0271-626499 redaksi.timlo@gmail.com
Timlo.net

Cari Ikan, Petani Hanyut di Bengawan Solo

Petugas BPBD Sragen mencari korban hanyut di Bengawan Solo (timlo.net/agung widodo)

Sragen – Seorang petani Parno (45), warga Dukuh Bolorejo RT 10, Desa Banaran, Kecamatan Sambungmacan hilang. Dia diduga tenggelam dan terseret arus Sungai Bengawan Solo saat mencari ikan di sungai terpanjang di Pulau Jawa tersebut.

“Sampai Kamis sore tadi korban belum diketemukan,” kata Kapolsek Sambungmacan AKP Joko Widodo, mewakili Kapolres Sragen AKBP Arif Budiman, Kamis (28/12).

Berdasarkan informasi yang dihimpun, korban dikabarkan hilang terjatuh di Sungai Bengawan Solo pada Rabu (27/12) sekitar pukul 09.00 WIB, pencarian dilakukan lebih dari 24 jam, namun korban tak kunjung ditemukan.
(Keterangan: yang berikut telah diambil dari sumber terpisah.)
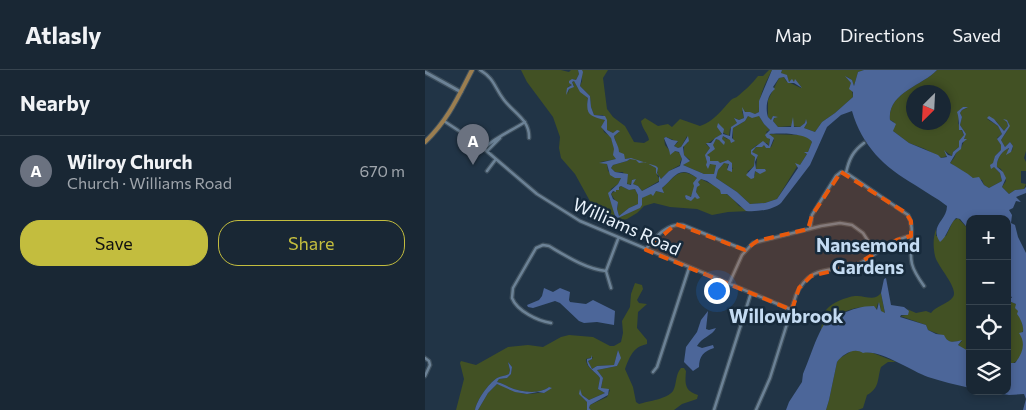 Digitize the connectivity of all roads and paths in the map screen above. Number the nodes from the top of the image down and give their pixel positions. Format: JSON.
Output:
{"nodes":[{"id":1,"x":480,"y":70,"type":"edge"},
{"id":2,"x":472,"y":71,"type":"edge"},
{"id":3,"x":425,"y":72,"type":"edge"},
{"id":4,"x":461,"y":92,"type":"junction"},
{"id":5,"x":444,"y":121,"type":"junction"},
{"id":6,"x":525,"y":122,"type":"junction"},
{"id":7,"x":529,"y":138,"type":"dead end"},
{"id":8,"x":425,"y":142,"type":"edge"},
{"id":9,"x":864,"y":142,"type":"dead end"},
{"id":10,"x":485,"y":150,"type":"junction"},
{"id":11,"x":496,"y":159,"type":"junction"},
{"id":12,"x":487,"y":172,"type":"dead end"},
{"id":13,"x":846,"y":173,"type":"junction"},
{"id":14,"x":810,"y":229,"type":"junction"},
{"id":15,"x":911,"y":236,"type":"junction"},
{"id":16,"x":618,"y":239,"type":"junction"},
{"id":17,"x":646,"y":250,"type":"junction"},
{"id":18,"x":745,"y":250,"type":"junction"},
{"id":19,"x":876,"y":253,"type":"junction"},
{"id":20,"x":689,"y":268,"type":"junction"},
{"id":21,"x":606,"y":271,"type":"junction"},
{"id":22,"x":729,"y":284,"type":"junction"},
{"id":23,"x":924,"y":286,"type":"dead end"},
{"id":24,"x":611,"y":288,"type":"dead end"},
{"id":25,"x":751,"y":293,"type":"junction"},
{"id":26,"x":792,"y":310,"type":"junction"},
{"id":27,"x":551,"y":323,"type":"dead end"},
{"id":28,"x":425,"y":358,"type":"edge"},
{"id":29,"x":653,"y":372,"type":"dead end"},
{"id":30,"x":425,"y":376,"type":"edge"},
{"id":31,"x":714,"y":410,"type":"edge"},
{"id":32,"x":756,"y":410,"type":"edge"}],
"edges":[{"from":1,"to":2,"type":"street"},
{"from":1,"to":6,"type":"street"},
{"from":2,"to":4,"type":"main road"},
{"from":3,"to":4,"type":"main road"},
{"from":4,"to":5,"type":"main road"},
{"from":5,"to":8,"type":"main road"},
{"from":5,"to":10,"type":"street","name":"Williams Road"},
{"from":6,"to":7,"type":"street"},
{"from":6,"to":10,"type":"street"},
{"from":9,"to":13,"type":"street"},
{"from":10,"to":11,"type":"street","name":"Williams Road"},
{"from":11,"to":12,"type":"street"},
{"from":11,"to":16,"type":"street","name":"Williams Road"},
{"from":13,"to":14,"type":"street"},
{"from":13,"to":15,"type":"street"},
{"from":14,"to":18,"type":"street"},
{"from":14,"to":19,"type":"street"},
{"from":15,"to":19,"type":"street"},
{"from":15,"to":23,"type":"street"},
{"from":16,"to":17,"type":"street","name":"Williams Road"},
{"from":16,"to":21,"type":"street"},
{"from":17,"to":18,"type":"street"},
{"from":17,"to":20,"type":"street","name":"Williams Road"},
{"from":18,"to":22,"type":"street"},
{"from":19,"to":26,"type":"street"},
{"from":20,"to":22,"type":"street","name":"Williams Road"},
{"from":20,"to":29,"type":"street"},
{"from":21,"to":24,"type":"street"},
{"from":21,"to":27,"type":"street"},
{"from":22,"to":25,"type":"street","name":"Williams Road"},
{"from":25,"to":26,"type":"street","name":"Williams Road"},
{"from":25,"to":31,"type":"street"},
{"from":26,"to":32,"type":"street"},
{"from":28,"to":30,"type":"street"}]}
Parno diketahui mencari ikan bersama orang tuanya Parjo (74). Saat itu sedang Pladu atau Bengawan Solo panen ikan. Parno dan Parjo berpisah di lokasi memungut ikan. Namun hingga pukul 12.00 WIB Parno tidak segera pulang ke rumah.

Karena korban diduga terseret arus bengawan Solo, lantas keluarga korban melaporkan ke Polsek Sambungmacan.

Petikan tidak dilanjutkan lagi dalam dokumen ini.